In early April, Guilbeault told the Guardian he hadn’t yet recommended the emergency order, hopeful he could negotiate a deal with the province to protect key habitat areas.
And yet, in the time since he first suggested the order was imminent, two of the owls have died, highlighting their vulnerability and the precariousness of any recovery effort. When British Columbia released its plan for the spotted owl’s recovery in 2006, it hoped to have 250 mature owls in the wild, enough for a “self-sustaining” population. Today, there is just one.
“Our endangered species laws have been interpreted in a way that allows the province and the federal government to deflect responsibility back on to the other,” says Charlotte Dawe of the Wilderness Committee, an advocacy group that successfully fought, alongside EcoJustice, to have the federal environment minister threaten an emergency order. “And so the province goes on logging like it is business as usual.”

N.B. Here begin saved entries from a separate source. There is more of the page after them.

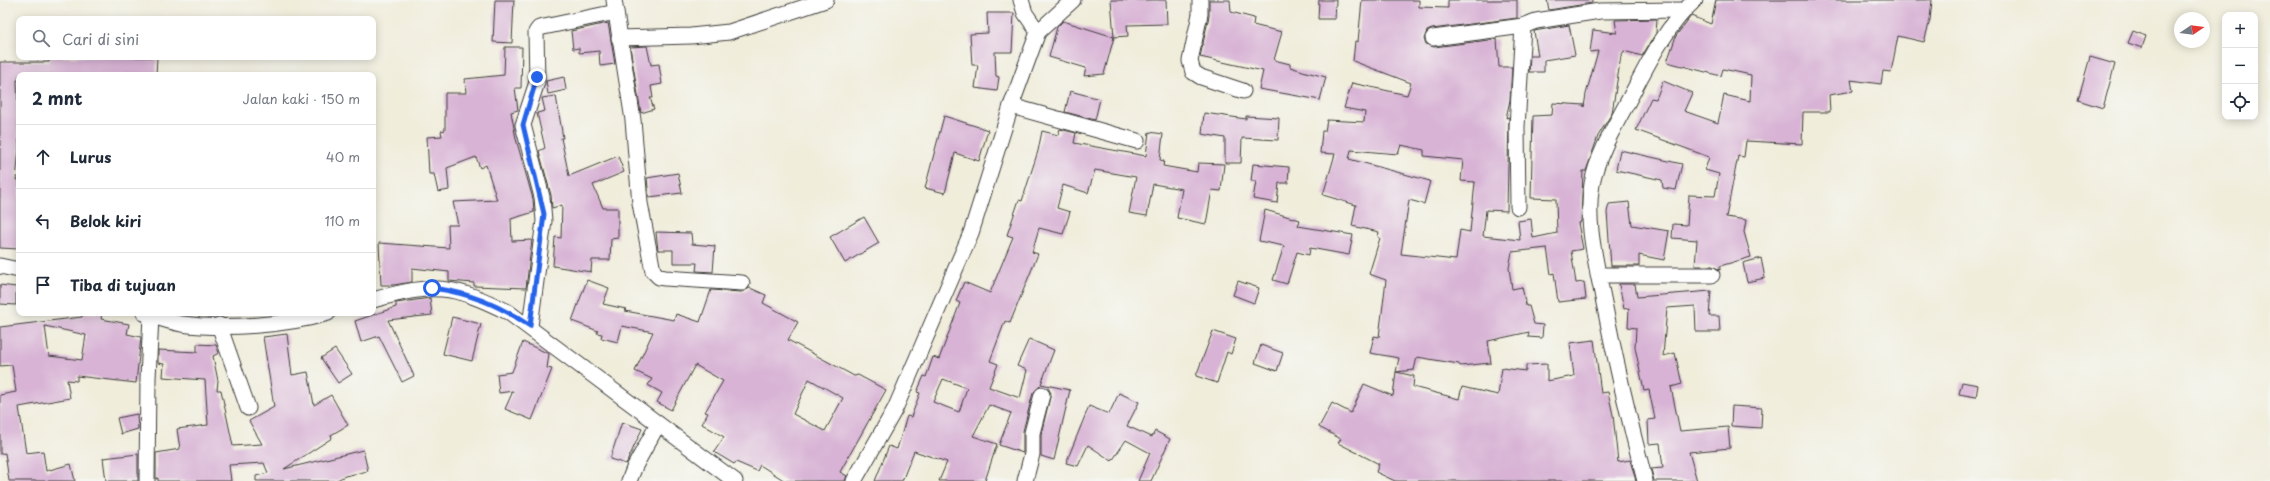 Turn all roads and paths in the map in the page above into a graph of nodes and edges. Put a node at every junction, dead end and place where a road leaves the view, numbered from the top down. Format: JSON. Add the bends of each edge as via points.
{"nodes":[{"id":1,"x":826,"y":0,"type":"edge"},
{"id":2,"x":1021,"y":0,"type":"edge"},
{"id":3,"x":1073,"y":0,"type":"edge"},
{"id":4,"x":1200,"y":0,"type":"edge"},
{"id":5,"x":1695,"y":0,"type":"edge"},
{"id":6,"x":615,"y":6,"type":"edge"},
{"id":7,"x":1683,"y":10,"type":"junction"},
{"id":8,"x":1523,"y":26,"type":"junction"},
{"id":9,"x":1038,"y":32,"type":"junction"},
{"id":10,"x":619,"y":38,"type":"junction"},
{"id":11,"x":1433,"y":38,"type":"dead end"},
{"id":12,"x":1243,"y":91,"type":"dead end"},
{"id":13,"x":1011,"y":106,"type":"junction"},
{"id":14,"x":1137,"y":140,"type":"dead end"},
{"id":15,"x":1518,"y":207,"type":"dead end"},
{"id":16,"x":0,"y":266,"type":"edge"},
{"id":17,"x":16,"y":269,"type":"edge"},
{"id":18,"x":1598,"y":275,"type":"junction"},
{"id":19,"x":1712,"y":275,"type":"dead end"},
{"id":20,"x":742,"y":284,"type":"dead end"},
{"id":21,"x":376,"y":299,"type":"edge"},
{"id":22,"x":147,"y":316,"type":"edge"},
{"id":23,"x":154,"y":316,"type":"edge"},
{"id":24,"x":316,"y":316,"type":"edge"},
{"id":25,"x":219,"y":325,"type":"junction"},
{"id":26,"x":530,"y":326,"type":"junction"},
{"id":27,"x":1042,"y":395,"type":"dead end"},
{"id":28,"x":248,"y":408,"type":"dead end"},
{"id":29,"x":658,"y":424,"type":"junction"},
{"id":30,"x":147,"y":481,"type":"edge"},
{"id":31,"x":630,"y":481,"type":"edge"},
{"id":32,"x":735,"y":481,"type":"edge"},
{"id":33,"x":854,"y":481,"type":"edge"},
{"id":34,"x":1025,"y":481,"type":"edge"},
{"id":35,"x":1645,"y":481,"type":"edge"}],
"edges":[{"from":1,"to":10,"type":"street","via":[[729,32]]},
{"from":2,"to":9,"type":"street","via":[[1025,13]]},
{"from":3,"to":9,"type":"street"},
{"from":4,"to":12,"type":"street","via":[[1200,14],[1190,61],[1194,72],[1201,77]]},
{"from":5,"to":7,"type":"street"},
{"from":6,"to":10,"type":"street"},
{"from":6,"to":26,"type":"street","via":[[539,28],[536,32],[537,82],[523,125],[542,197],[544,221]]},
{"from":7,"to":8,"type":"street","via":[[1600,11],[1536,21]]},
{"from":7,"to":18,"type":"street","via":[[1645,69],[1610,137],[1592,184],[1591,224]]},
{"from":8,"to":11,"type":"street"},
{"from":8,"to":15,"type":"street","via":[[1517,127]]},
{"from":9,"to":13,"type":"street"},
{"from":10,"to":20,"type":"street","via":[[633,120],[640,203],[653,271],[659,277],[665,278]]},
{"from":13,"to":14,"type":"street"},
{"from":13,"to":33,"type":"street","via":[[968,240],[895,409]]},
{"from":16,"to":17,"type":"street"},
{"from":18,"to":19,"type":"street"},
{"from":18,"to":35,"type":"street","via":[[1618,374]]},
{"from":21,"to":26,"type":"street","via":[[412,289],[459,291],[483,299]]},
{"from":22,"to":30,"type":"street"},
{"from":23,"to":25,"type":"street","via":[[182,324]]},
{"from":24,"to":25,"type":"street","via":[[300,320]]},
{"from":25,"to":28,"type":"street"},
{"from":26,"to":29,"type":"street"},
{"from":27,"to":34,"type":"street","via":[[1032,433],[1032,454]]},
{"from":29,"to":31,"type":"street"},
{"from":29,"to":32,"type":"street"}]}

Geoff Senichenko, a mapper with the Wilderness Committee, points to the logging in owl habitat that was needed to allow the federally owned TransMountain pipeline expansions to go ahead. “Is this the project that will kill them off? No. But it’s yet another instance of habitat disappearing, and so, in a way, it’s death by a thousand cut-down trees.” He and others call it the “talk and log” strategy.
It was in 2007 that the world’s only captive breeding programme for the northern spotted owl was established as a way to increase numbers. Run largely on donations, the NSOBP hopes to one day release hundreds of owls into the wild. Currently, there are nearly twenty birds that could soon be ready.

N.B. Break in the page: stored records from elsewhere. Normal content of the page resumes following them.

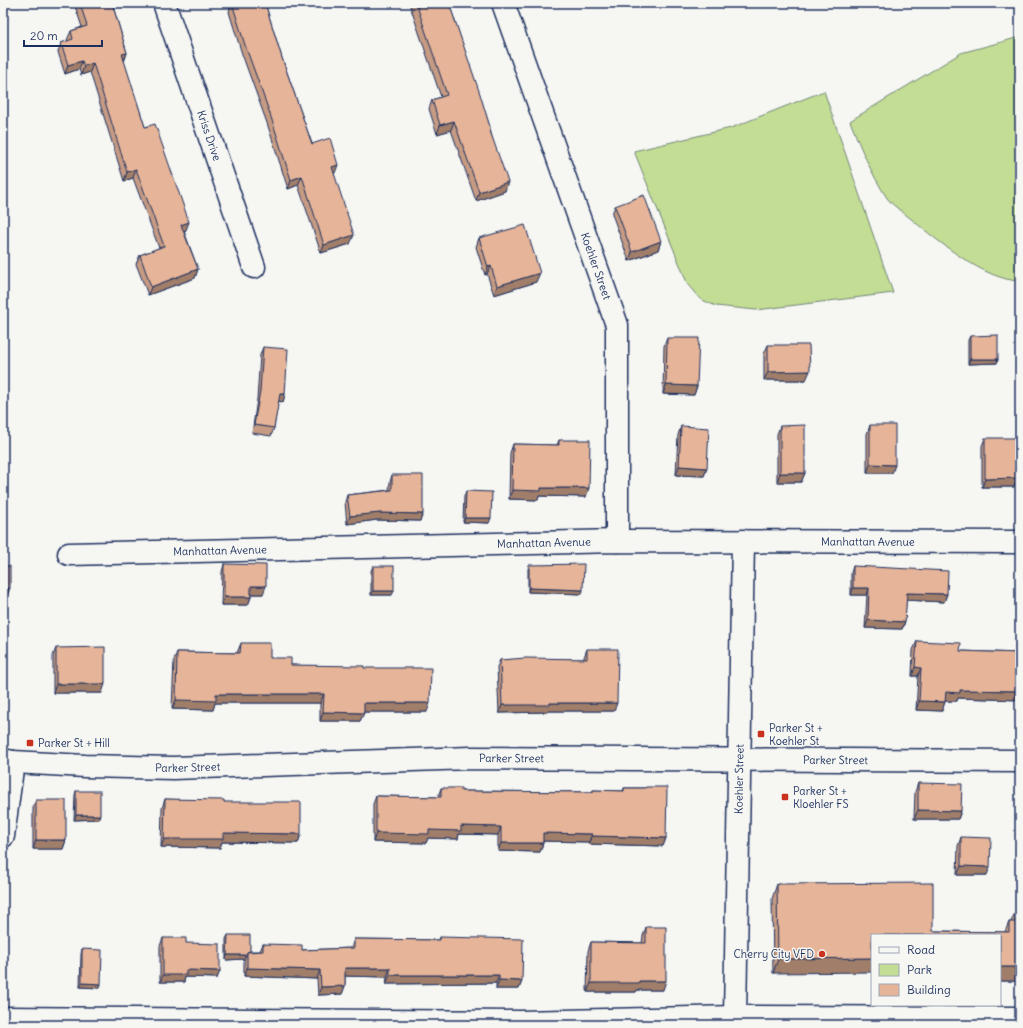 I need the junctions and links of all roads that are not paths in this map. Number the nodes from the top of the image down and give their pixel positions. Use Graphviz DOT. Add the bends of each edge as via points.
graph roads {
  1 [pos="164,3"];
  2 [pos="503,3"];
  3 [pos="254,267"];
  4 [pos="617,541"];
  5 [pos="742,541"];
  6 [pos="1020,542"];
  7 [pos="69,554"];
  8 [pos="740,760"];
  9 [pos="8,761"];
  10 [pos="1020,761"];
  11 [pos="3,836"];
  12 [pos="734,1017"];
  13 [pos="3,1018"];
  14 [pos="1020,1018"];
  15 [pos="520,1024"];
  1 -- 3 [label="street, Kriss Drive"];
  2 -- 4 [label="street, Koehler Street" via="617,325"];
  4 -- 5 [label="street, Manhattan Avenue"];
  4 -- 7 [label="street, Manhattan Avenue"];
  5 -- 6 [label="street, Manhattan Avenue"];
  5 -- 8 [label="street, Koehler Street"];
  8 -- 9 [label="street, Parker Street" via="472,758 173,768"];
  8 -- 10 [label="street, Parker Street"];
  8 -- 12 [label="street, Koehler Street"];
  9 -- 11 [label="street"];
  12 -- 14 [label="street"];
  12 -- 15 [label="street"];
  13 -- 15 [label="street"];
}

On its website, the breeding facility points to the success of the California condor recovery programme, which brought a population of twenty-two wild birds to more than 330 in the wild. But the recent deaths of the two owls have been a blow to the breeding centre’s efforts.
“We spent countless hours nurturing these owls, from their first heartbeats to their first flights. It was an exciting and rewarding moment to finally see three of them released into the wild last summer,” Jasmine McCulligh, facility coordinator at the centre, said in a statement when the deaths were announced, adding “this is clearly not the result we had wished for.”

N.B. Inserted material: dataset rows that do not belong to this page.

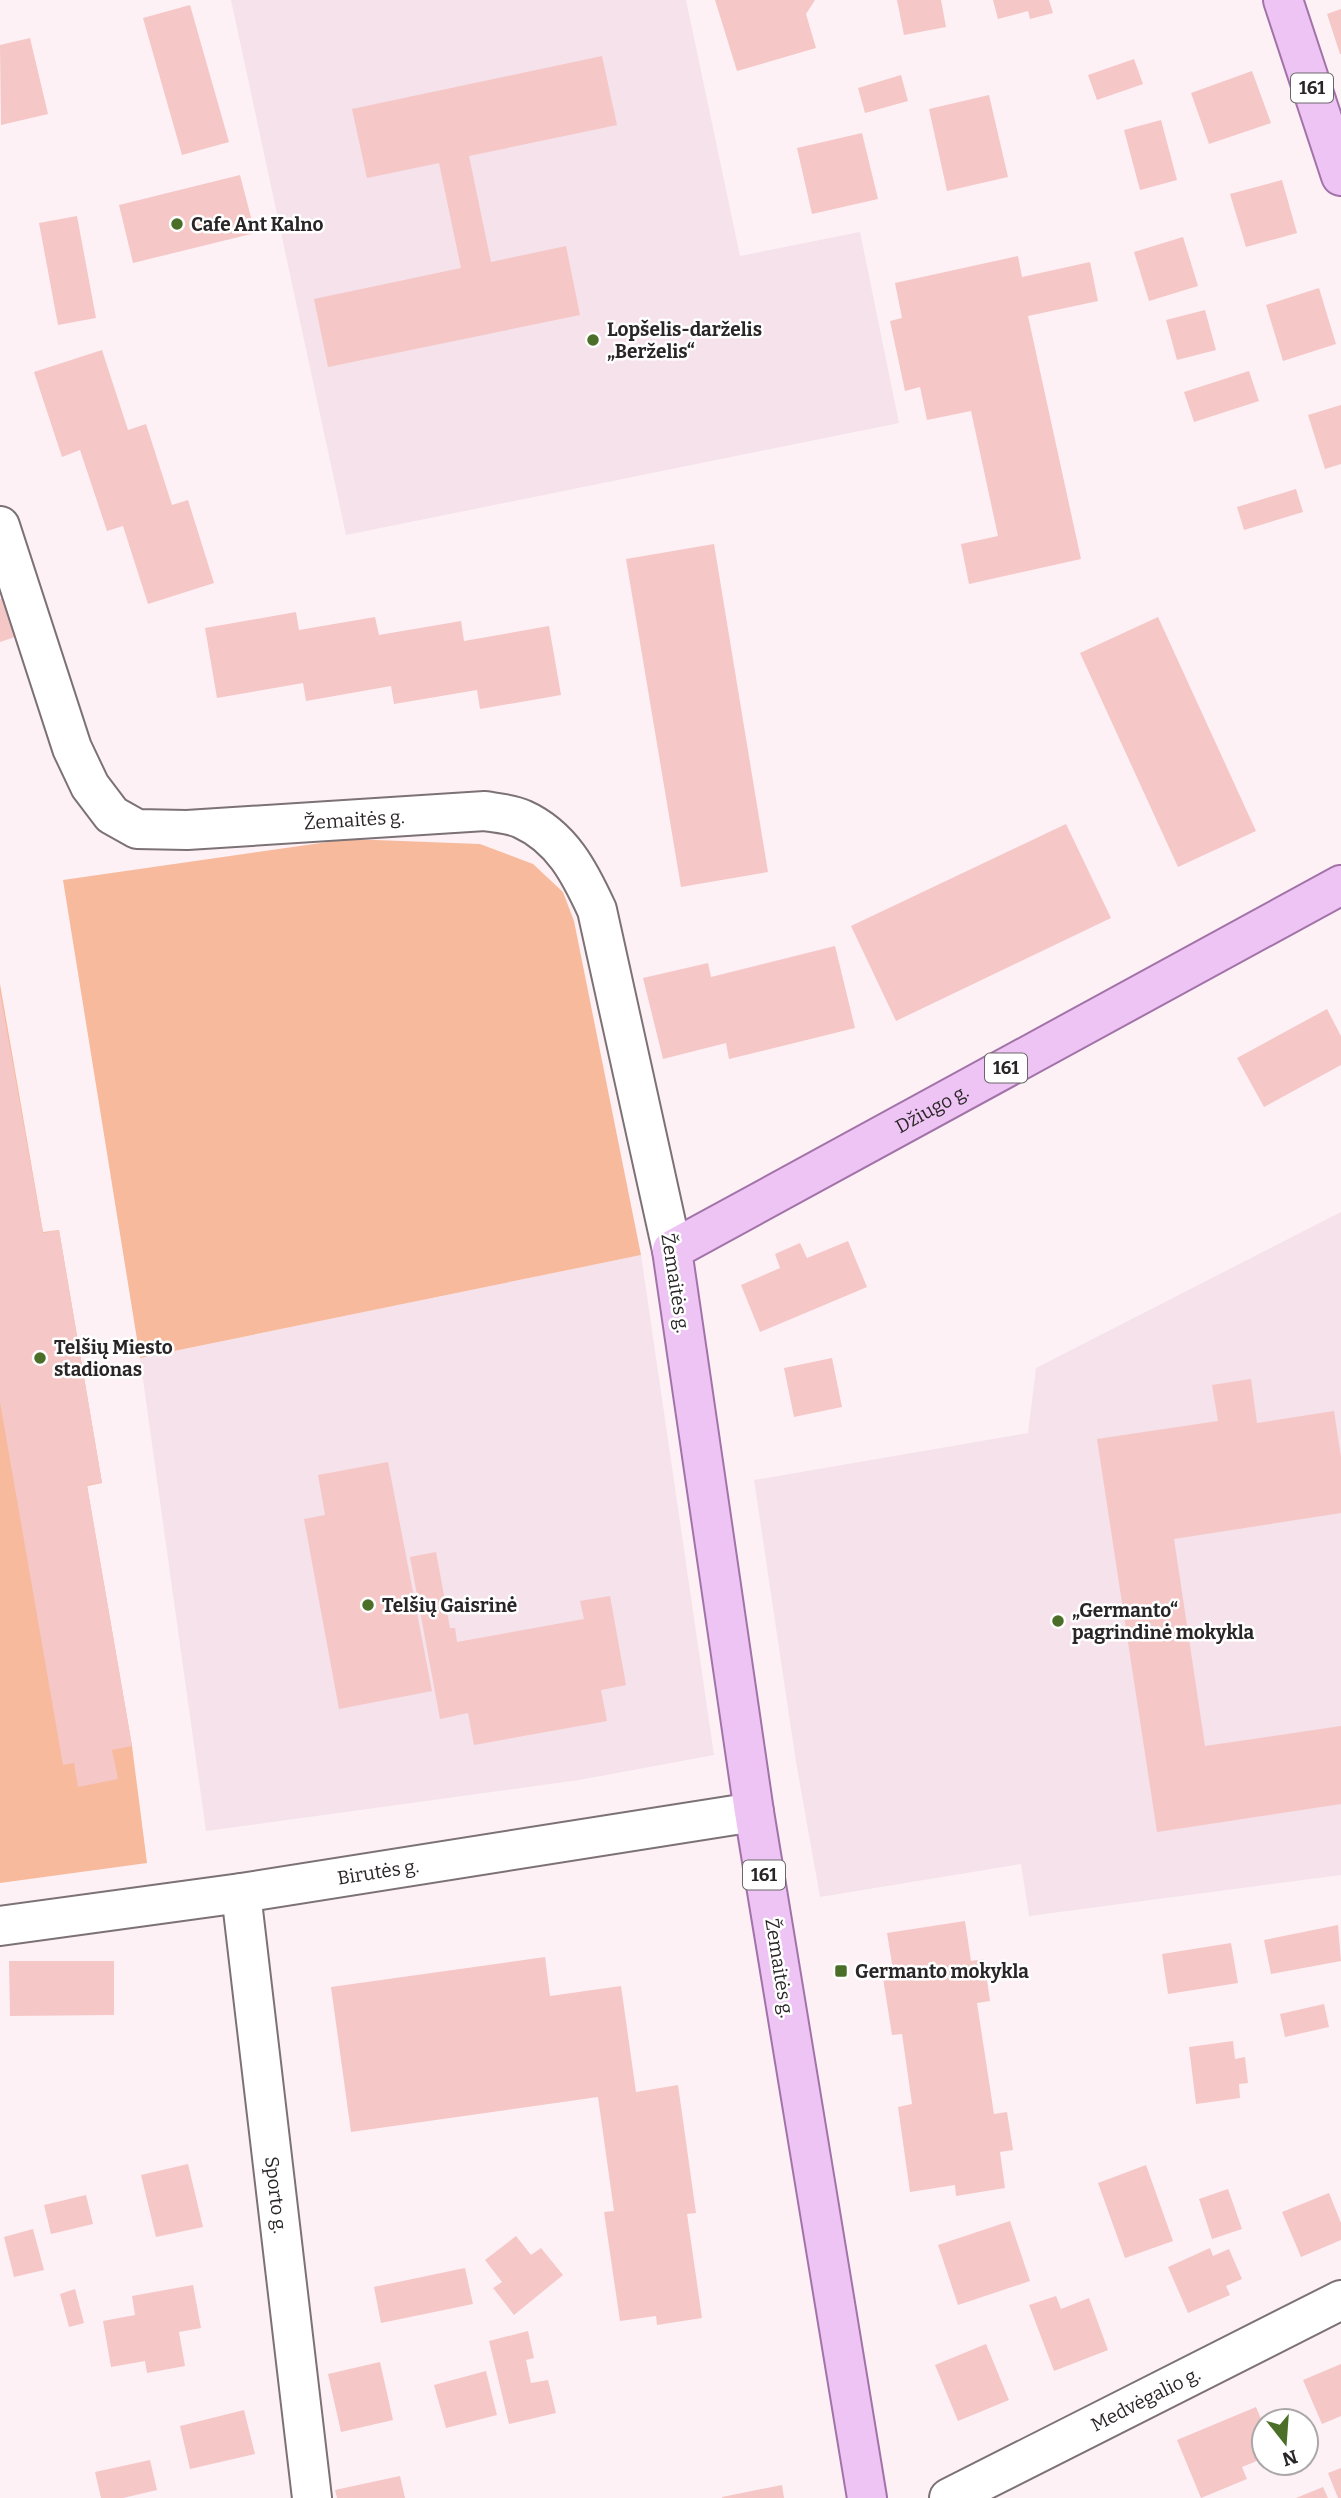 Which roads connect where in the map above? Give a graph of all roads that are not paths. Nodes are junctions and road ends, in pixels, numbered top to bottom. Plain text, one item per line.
1 (1283, 0) edge
2 (1341, 176) edge
3 (0, 527) edge
4 (1341, 885) edge
5 (672, 1250) junction
6 (754, 1812) junction
7 (241, 1893) junction
8 (0, 1926) edge
9 (1341, 2300) edge
10 (312, 2498) edge
11 (867, 2498) edge
12 (949, 2498) edge

1 - 2 main road, 161
3 - 5 street, Žemaitės g.
4 - 5 main road, Džiugo g. / 161
5 - 6 main road, Žemaitės g. / 161
6 - 7 street, Birutės g.
6 - 11 main road, Žemaitės g. / 161
7 - 8 street, Birutės g.
7 - 10 street, Sporto g.
9 - 12 street, Medvėgalio g.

The federal government has long argued that Canada can be a climate leader. Prime Minister Justin Trudeau says he sees no incompatibility between buying a multibillion-dollar pipeline and Canada’s goal of lowering its emissions. But the plight of the owl, whose survival requires a halt to logging ancient forests, challenges this assumption. There can be owls or there can be logging in the areas owls require for survival, but biologists agree both cannot exist.
Hobbs, who previously served as a scientific adviser to British Columbia’s spotted owl recovery team, says the current plight is a scathing indictment of the provincial government’s failure to recover the species and the “rapacious commercial greed” of the logging industry, which continues to cut down old-growth forests amid mounting public backlash. “I worked so hard to protect habitat. Meanwhile, the habitat kept rolling by on the back of the logging trucks every day that I was out there,” he says.
More likely than not, the spotted owl’s eradication is imminent, joining more than 130 other species that have disappeared from the Canadian wild.
Hope remains faint. The last ribbons of old growth near the border could serve as a corridor, linking the lone female in Canada to the northernmost owls in the US. But each tree that gets cut down—and each day she remains alone in the woods—pushes her and the species toward oblivion.
“You will never ever hear me say that it is not biologically or technically feasible to recover the species,” says Hobbs. “But every time you log old-growth forests, you reset the clock a few hundred years. We—and the owls—just need the passage of time.”